Fair Value Measurements
In September 2006, the FASB issued SFAS No. 157,Fair Value Measurements. SFAS 157 defines fair value, establishes a framework for measuring fair value in generally accepted accounting principles, and expands disclosures about fair value measurements. It emphasizes that fair value is a market-based measurement, not an entity-specific measurement. Fair value measurement should be determined based on the assumptions that market participants would use in pricing an asset or liability. SFAS 157 is effective for fiscal years beginning after November 15, 2007, and interim periods within those fiscal years. We plan to adopt SFAS 157 on January 1, 2008. We are currently assessing the effects of this statement, and have not yet determined the impact on the consolidated financial statements.

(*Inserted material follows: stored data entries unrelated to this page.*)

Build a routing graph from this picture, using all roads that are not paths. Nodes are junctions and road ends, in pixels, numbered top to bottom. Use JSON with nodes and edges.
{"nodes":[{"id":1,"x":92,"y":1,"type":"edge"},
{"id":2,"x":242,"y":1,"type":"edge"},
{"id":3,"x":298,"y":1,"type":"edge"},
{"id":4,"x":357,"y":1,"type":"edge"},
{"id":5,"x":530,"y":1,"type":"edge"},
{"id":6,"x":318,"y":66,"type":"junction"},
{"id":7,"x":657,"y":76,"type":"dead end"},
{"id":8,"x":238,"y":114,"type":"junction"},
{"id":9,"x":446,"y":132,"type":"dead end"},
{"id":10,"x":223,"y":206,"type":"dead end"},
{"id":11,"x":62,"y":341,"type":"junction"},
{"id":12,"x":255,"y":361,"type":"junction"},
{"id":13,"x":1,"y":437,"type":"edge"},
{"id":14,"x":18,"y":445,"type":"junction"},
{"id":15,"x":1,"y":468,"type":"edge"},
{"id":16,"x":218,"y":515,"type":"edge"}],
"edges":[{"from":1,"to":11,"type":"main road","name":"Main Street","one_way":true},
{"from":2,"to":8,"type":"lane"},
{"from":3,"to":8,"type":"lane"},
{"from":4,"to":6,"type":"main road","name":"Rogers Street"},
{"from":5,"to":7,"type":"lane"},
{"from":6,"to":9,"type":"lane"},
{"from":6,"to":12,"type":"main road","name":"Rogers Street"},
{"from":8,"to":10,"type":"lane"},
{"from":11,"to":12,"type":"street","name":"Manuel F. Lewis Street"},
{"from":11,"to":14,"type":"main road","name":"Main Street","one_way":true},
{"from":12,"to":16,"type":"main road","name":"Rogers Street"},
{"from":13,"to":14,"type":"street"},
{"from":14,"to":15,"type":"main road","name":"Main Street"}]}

Accounting for Defined Benefit Pension and Other Postretirement Plans
In September 2006, the FASB issued SFAS No. 158,Employers’ Accounting for Defined Benefit Pension and Other Postretirement Plans — an Amendment of FASB Statements No. 87, 88, 106, and 132(R).SFAS 158 requires companies to (1) recognize the overfunded or underfunded status of defined benefit pension and defined benefit other postretirement plans in its financial statements, (2) recognize as a component of other comprehensive income, net of tax, the actuarial gains or losses and the prior service costs or credits that arise during the period but are not immediately recognized as components of net periodic benefit cost, (3) recognize adjustments to other comprehensive income when the actuarial gains or losses, prior service costs or credits, and transition assets or obligations are recognized as components of net periodic benefit cost, (4) measure postretirement benefit plan assets and plan obligations as of the date of the employer’s statement of financial position, and (5) disclose additional information in the notes to financial statements about certain effects on net periodic benefit cost in the upcoming fiscal year that arise from delayed recognition of the actuarial gains and losses and the prior service cost and credits.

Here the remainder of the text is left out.